Família M vive nos Estados Unidos, mas é de ascendência chinesa. A proposita é filho de um casal saudável e nasceu após uma gestação completa. Os pais são primos em segundo grau. A ARO foi diagnosticada aos 3 meses de idade quando ela se apresentou no New York Hospital Medical Center of Queens com paralisia de Bell. O levantamento radiográfico do esqueleto revelou osteopetrose grave e várias fraturas oblíquas não-deslocadas. Ela tinha anemia, reticulocitose, hepatoesplenomegalia e atrofia leve do nervo óptico. A criança foi submetida a um transplante alogênico de medula alogênica, mas morreu aos 18 meses de idade por sepse e insuficiência respiratória.

Análise da mutação

DNA foi isolada do sangue por procedimentos padrão. Primers Intron (Tabela 2), amplificando todos os exons codificadores e limites intron-exon do ClCN7, foram desenhados a partir de sequências genômicas (GenBank accession nos AL031600 e AL031705).

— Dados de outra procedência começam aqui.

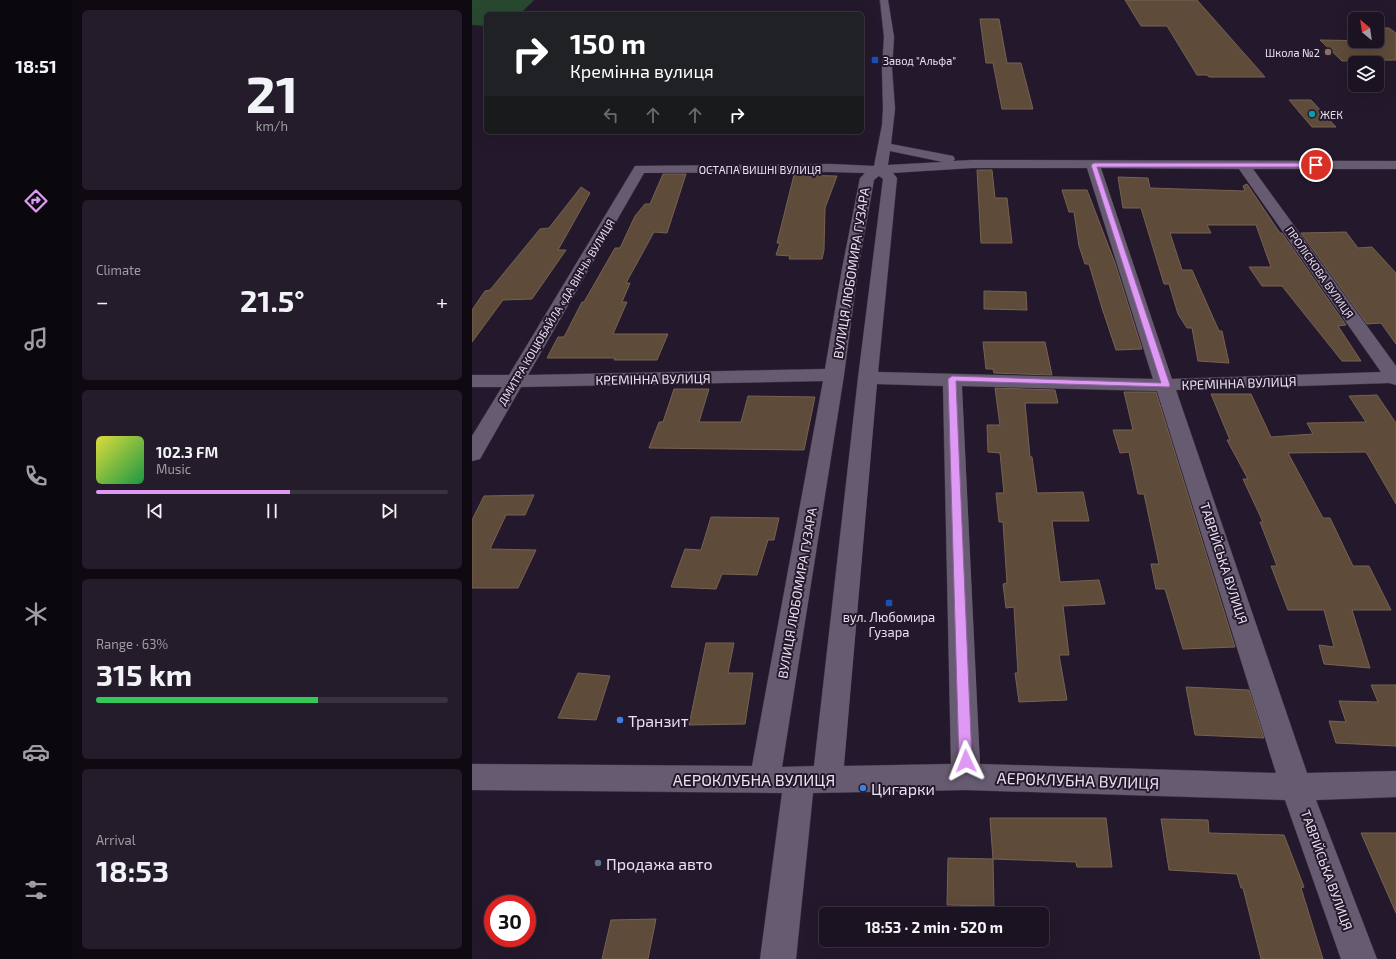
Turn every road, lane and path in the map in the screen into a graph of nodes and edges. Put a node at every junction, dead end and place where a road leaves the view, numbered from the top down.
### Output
1 (884, 0) edge
2 (884, 146) junction
3 (972, 164) junction
4 (1094, 165) junction
5 (1396, 165) edge
6 (1244, 166) junction
7 (640, 169) joint
8 (880, 170) junction
9 (834, 375) junction
10 (868, 378) junction
11 (1395, 378) edge
12 (952, 379) junction
13 (472, 381) edge
14 (515, 381) junction
15 (1166, 385) junction
16 (472, 454) edge
17 (472, 777) edge
18 (966, 777) junction
19 (766, 780) junction
20 (814, 780) junction
21 (1396, 784) edge
22 (1296, 787) junction
23 (778, 959) edge
24 (1359, 959) edge

1 - 2 street
2 - 3 street
2 - 8 street
3 - 4 street
3 - 8 street, ОСТАПА ВИШНІ ВУЛИЦЯ
4 - 6 street
4 - 15 street, ТАВРІЙСЬКА ВУЛИЦЯ
5 - 6 street
6 - 11 street, ПРОЛІСКОВА ВУЛИЦЯ
7 - 8 street, ОСТАПА ВИШНІ ВУЛИЦЯ
7 - 14 street, ДМИТРА КОЦЮБАЙЛА «ДА ВІНЧІ» ВУЛИЦЯ
8 - 9 street, ВУЛИЦЯ ЛЮБОМИРА ГУЗАРА
8 - 10 street, ВУЛИЦЯ ЛЮБОМИРА ГУЗАРА
9 - 14 street, КРЕМІННА ВУЛИЦЯ
9 - 19 street, ВУЛИЦЯ ЛЮБОМИРА ГУЗАРА
10 - 12 street, КРЕМІННА ВУЛИЦЯ
10 - 20 street, ВУЛИЦЯ ЛЮБОМИРА ГУЗАРА
11 - 15 street, КРЕМІННА ВУЛИЦЯ
12 - 15 street, КРЕМІННА ВУЛИЦЯ
12 - 18 street
13 - 14 street, КРЕМІННА ВУЛИЦЯ
14 - 16 street, ДМИТРА КОЦЮБАЙЛА «ДА ВІНЧІ» ВУЛИЦЯ
15 - 22 street, ТАВРІЙСЬКА ВУЛИЦЯ
17 - 19 street, АЕРОКЛУБНА ВУЛИЦЯ
18 - 20 street, АЕРОКЛУБНА ВУЛИЦЯ
18 - 22 street, АЕРОКЛУБНА ВУЛИЦЯ
19 - 20 street, АЕРОКЛУБНА ВУЛИЦЯ
20 - 23 street, ВУЛИЦЯ ЛЮБОМИРА ГУЗАРА
21 - 22 street, АЕРОКЛУБНА ВУЛИЦЯ
22 - 24 street, ТАВРІЙСЬКА ВУЛИЦЯ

Os 25 exons foram amplificados a partir da Taq-polimerase de DNA Genômico ou com sistema amplificador de PCR (Gibco BRL), com concentração de amplificador 1×. Para todas as amplificações, 30 ciclos foram realizados a uma temperatura especificada na Tabela 2.

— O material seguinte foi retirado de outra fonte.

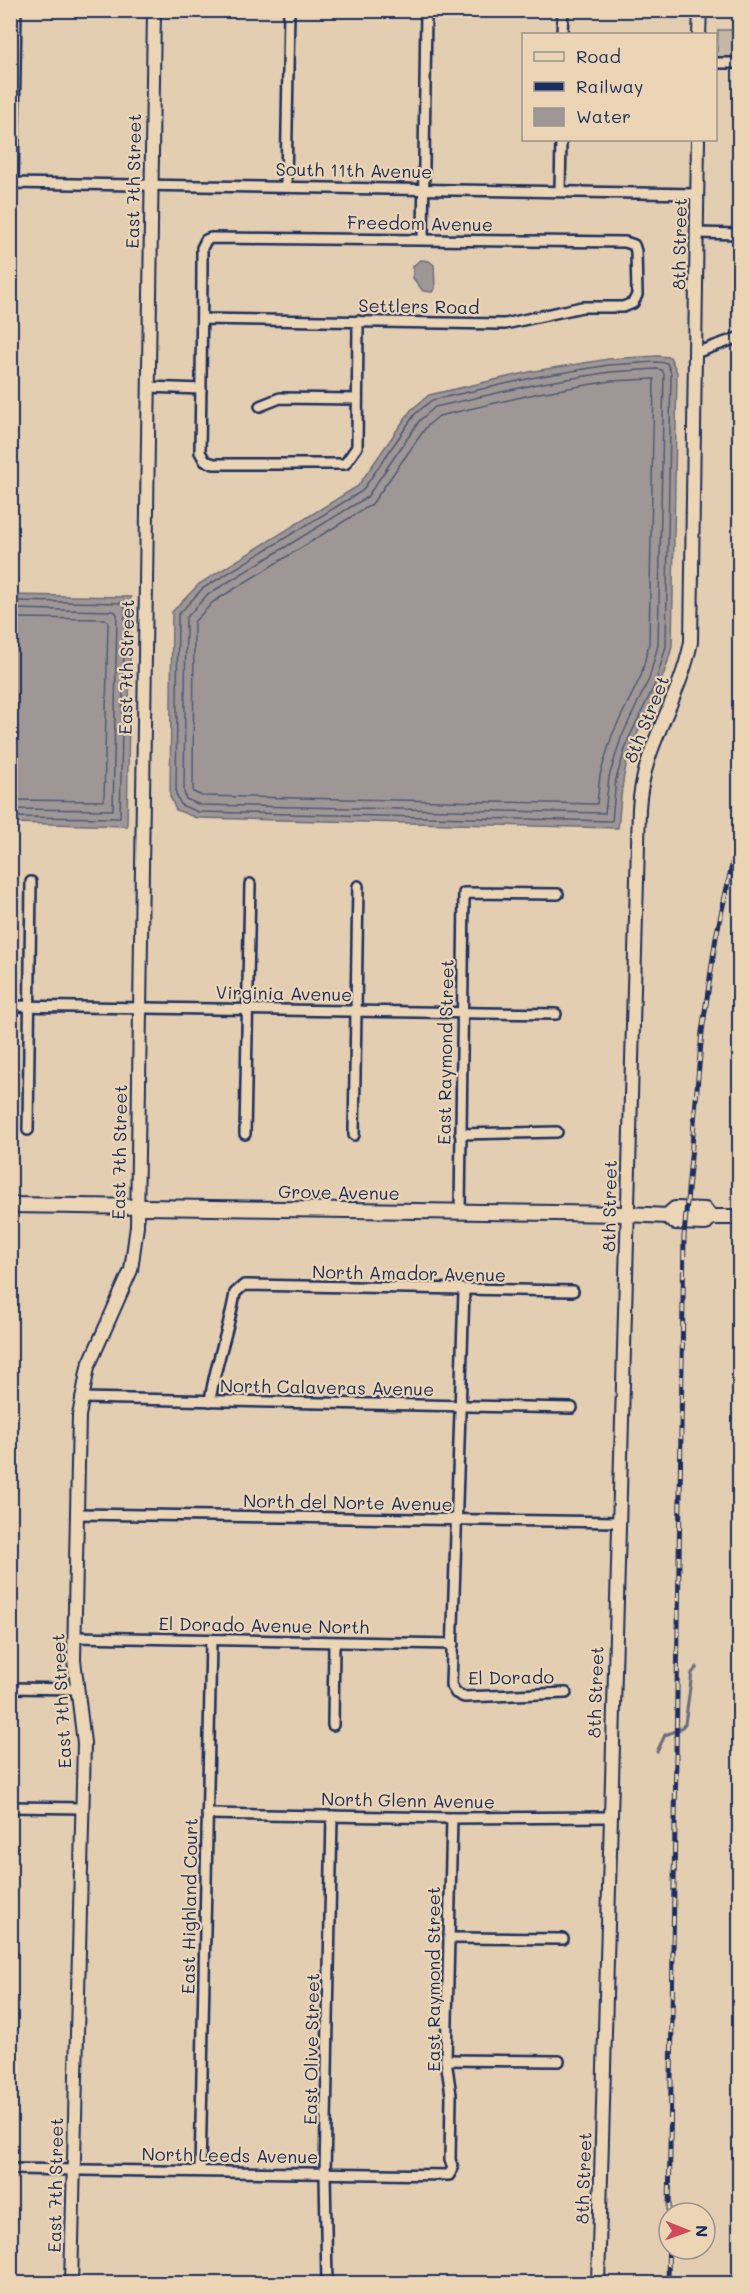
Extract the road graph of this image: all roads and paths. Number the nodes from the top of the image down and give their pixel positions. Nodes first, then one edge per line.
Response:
1 (16, 10) edge
2 (154, 10) edge
3 (289, 10) edge
4 (426, 10) edge
5 (563, 10) edge
6 (700, 10) edge
7 (562, 33) edge
8 (699, 33) edge
9 (717, 63) edge
10 (740, 63) edge
11 (561, 141) edge
12 (698, 141) edge
13 (12, 183) edge
14 (151, 183) junction
15 (286, 186) junction
16 (423, 188) junction
17 (560, 190) junction
18 (698, 194) junction
19 (697, 233) junction
20 (740, 234) edge
21 (423, 239) junction
22 (633, 303) joint
23 (202, 319) junction
24 (358, 321) junction
25 (740, 337) edge
26 (695, 353) junction
27 (148, 387) junction
28 (201, 389) junction
29 (357, 399) junction
30 (260, 406) dead end
31 (31, 882) dead end
32 (250, 884) dead end
33 (358, 886) dead end
34 (558, 894) dead end
35 (10, 1006) edge
36 (30, 1006) junction
37 (139, 1008) junction
38 (248, 1009) junction
39 (355, 1011) junction
40 (462, 1013) junction
41 (556, 1014) dead end
42 (28, 1130) dead end
43 (556, 1132) dead end
44 (245, 1134) dead end
45 (460, 1134) junction
46 (354, 1135) dead end
47 (10, 1205) edge
48 (137, 1207) junction
49 (460, 1212) junction
50 (627, 1214) junction
51 (740, 1217) edge
52 (464, 1291) junction
53 (573, 1291) dead end
54 (81, 1398) junction
55 (210, 1401) junction
56 (461, 1406) junction
57 (572, 1408) dead end
58 (77, 1514) junction
59 (457, 1521) junction
60 (618, 1522) junction
61 (74, 1637) junction
62 (211, 1641) junction
63 (334, 1643) junction
64 (453, 1644) junction
65 (10, 1688) edge
66 (77, 1689) junction
67 (566, 1693) dead end
68 (333, 1725) dead end
69 (10, 1807) edge
70 (83, 1808) junction
71 (207, 1814) junction
72 (332, 1816) junction
73 (609, 1816) junction
74 (452, 1818) junction
75 (449, 1938) junction
76 (563, 1939) dead end
77 (446, 2060) junction
78 (559, 2061) dead end
79 (10, 2169) edge
80 (74, 2169) junction
81 (200, 2171) junction
82 (325, 2174) junction
83 (449, 2175) joint
84 (71, 2283) edge
85 (327, 2283) edge
86 (598, 2283) edge

1 - 13 street
2 - 14 street, East 7th Street
3 - 15 street
4 - 16 street
5 - 7 street
6 - 8 street
9 - 10 street
11 - 17 street
12 - 18 street, 8th Street
13 - 14 street, South 11th Avenue
14 - 15 street, South 11th Avenue
14 - 27 street, East 7th Street
15 - 16 street, South 11th Avenue
16 - 17 street, South 11th Avenue
16 - 21 street
17 - 18 street, South 11th Avenue
18 - 19 street, 8th Street
19 - 20 street
19 - 26 street, 8th Street
21 - 22 street, Freedom Avenue
21 - 23 street, Freedom Avenue
22 - 24 street, Settlers Road
23 - 24 street, Settlers Road
23 - 28 street
24 - 29 street
25 - 26 street
26 - 50 street, 8th Street
27 - 28 street
27 - 37 street, East 7th Street
28 - 29 street
29 - 30 street
31 - 36 street
32 - 38 street
33 - 39 street
34 - 40 street, East Raymond Street
35 - 36 street, Virginia Avenue
36 - 37 street, Virginia Avenue
36 - 42 street
37 - 38 street, Virginia Avenue
37 - 48 street, East 7th Street
38 - 39 street, Virginia Avenue
38 - 44 street
39 - 40 street, Virginia Avenue
39 - 46 street
40 - 41 street, Virginia Avenue
40 - 45 street, East Raymond Street
43 - 45 street
45 - 49 street, East Raymond Street
47 - 48 main road, Grove Avenue
48 - 49 main road, Grove Avenue
48 - 54 street, East 7th Street
49 - 50 main road, Grove Avenue
50 - 51 main road, Grove Avenue
50 - 60 street, 8th Street
52 - 53 street, North Amador Avenue
52 - 55 street, North Amador Avenue
52 - 56 street
54 - 55 street, North Calaveras Avenue
54 - 58 street, East 7th Street
55 - 56 street, North Calaveras Avenue
56 - 57 street, North Calaveras Avenue
56 - 59 street
58 - 59 street, North del Norte Avenue
58 - 61 street, East 7th Street
59 - 60 street, North del Norte Avenue
59 - 64 street
60 - 73 street, 8th Street
61 - 62 street, El Dorado Avenue North
61 - 66 street, East 7th Street
62 - 63 street, El Dorado Avenue North
62 - 71 street, East Highland Court
63 - 64 street, El Dorado Avenue North
63 - 68 street
64 - 67 street, El Dorado
65 - 66 street
66 - 70 street, East 7th Street
69 - 70 street
70 - 80 street, East 7th Street
71 - 72 street, North Glenn Avenue
71 - 81 street, East Highland Court
72 - 74 street, North Glenn Avenue
72 - 82 street, East Olive Street
73 - 74 street, North Glenn Avenue
73 - 86 street, 8th Street
74 - 75 street, East Raymond Street
75 - 76 street
75 - 77 street, East Raymond Street
77 - 78 street
77 - 83 street, East Raymond Street
79 - 80 street, North Leeds Avenue
80 - 81 street, North Leeds Avenue
80 - 84 street, East 7th Street
81 - 82 street, North Leeds Avenue
82 - 83 street, North Leeds Avenue
82 - 85 street, East Olive Street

Os produtos PCR foram purificados com sistema de purificação Concert Rapid PCR (Life Technologies) e sequenciados directamente com os iniciadores usados para amplificação, usando a química do terminador Big-Dye (Perkin-Elmer) num sequenciador automático ABI 3100. A amplificação do exon 9 resultou num fragmento de comprimento variável porque este exon segue uma repetição em tandem de uma sequência de 50 bp com número de cópia variável. Em nosso conjunto de amostras, o número da cópia variou entre quatro e sete repetições. Esta repetição também interfere em algumas amostras com a sequência deste exon na direção direta.

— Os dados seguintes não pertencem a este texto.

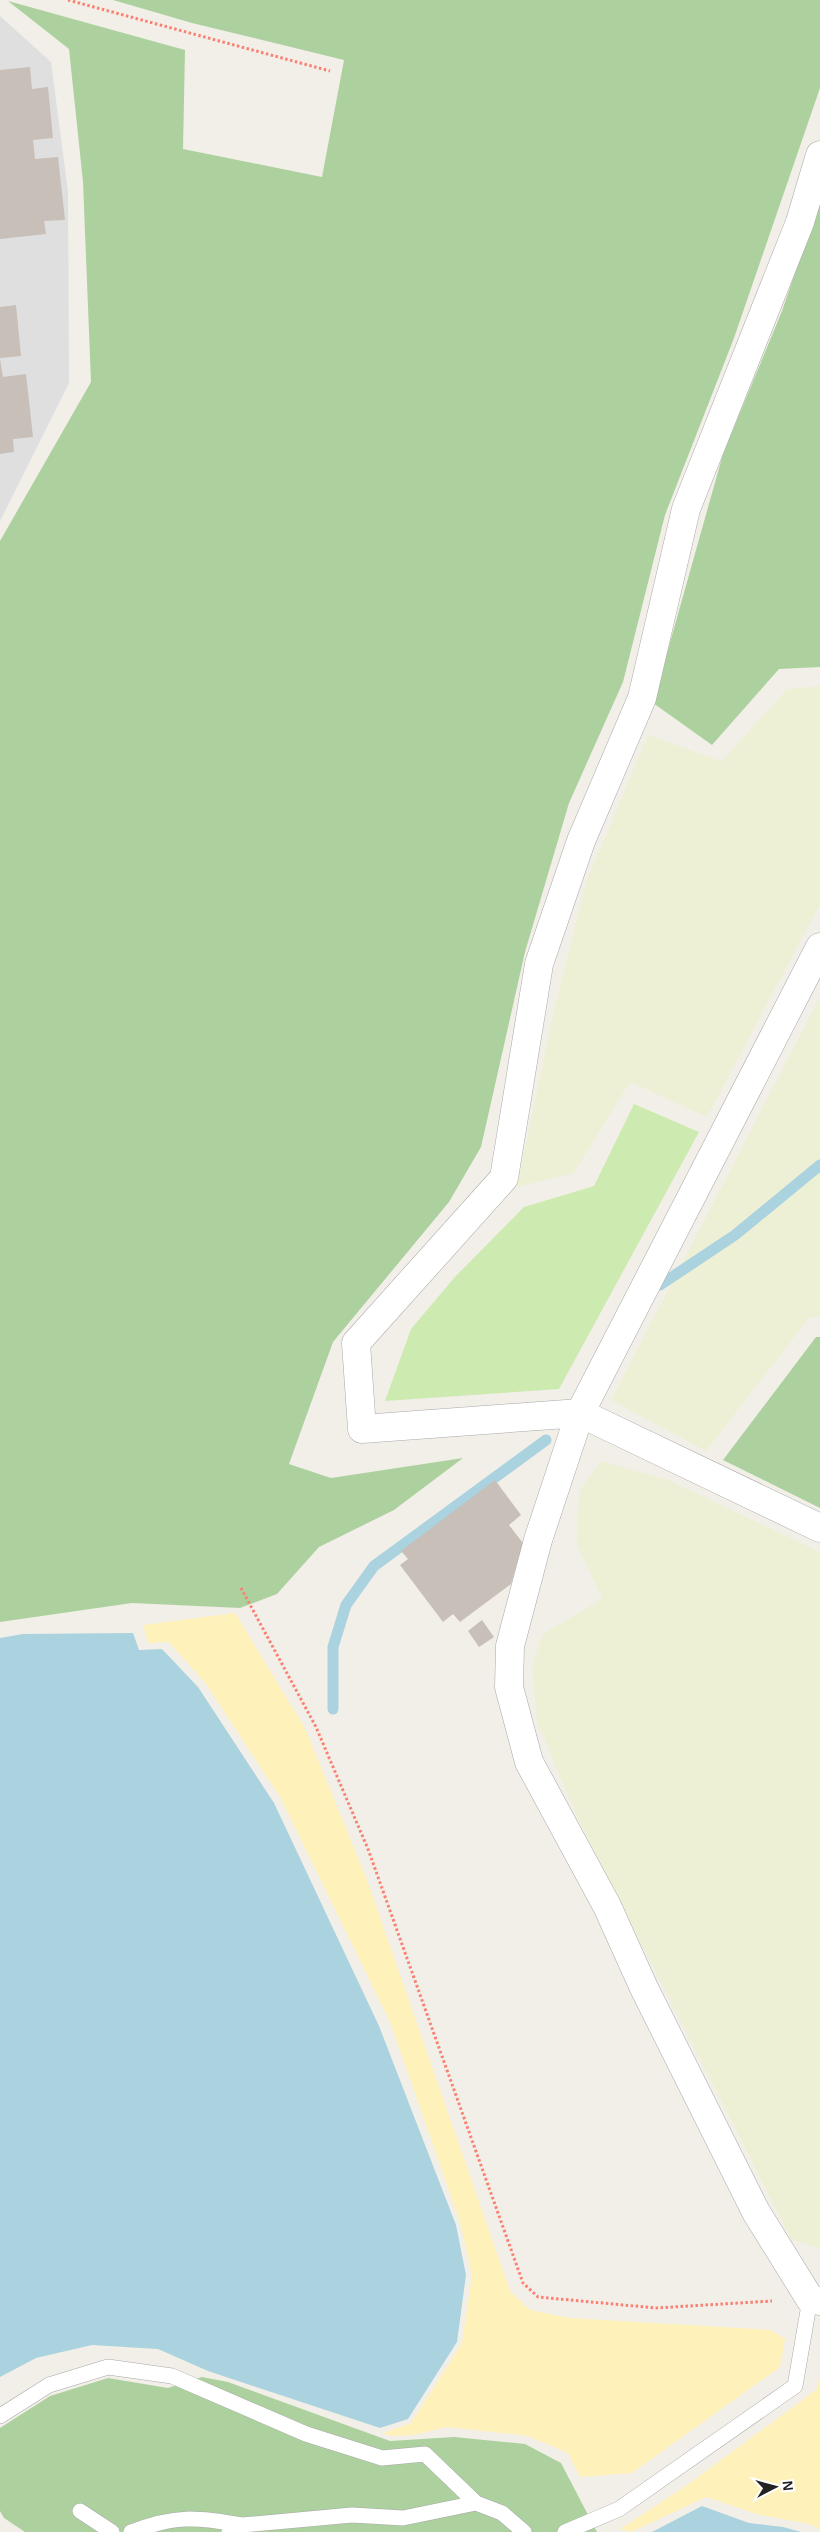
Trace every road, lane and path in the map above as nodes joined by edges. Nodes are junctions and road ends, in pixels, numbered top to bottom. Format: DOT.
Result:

Todos os exons em que mutações putativas foram detectadas, foram sequenciados em 100 cromossomos de controle sem encontrar as mutações.

ACKNOWLEDGEMENTS

Agradecemos aos pacientes e familiares, assim como aos clínicos que forneceram o material. Esta pesquisa foi apoiada por uma bolsa (G.0404.00) do ‘Fonds voor Wetenschappelijk onderzoek’ (FWO) ao W.V.H. Esta pesquisa também foi apoiada por bolsas da ‘Société Française de Rhumatologie’ (SFR), do ‘Fonds d’Etude et de Recherche du Corps Médical des Hôpitaux de Paris’ (FERCMHP) e do Shriners Hospital for Children (no. 8540).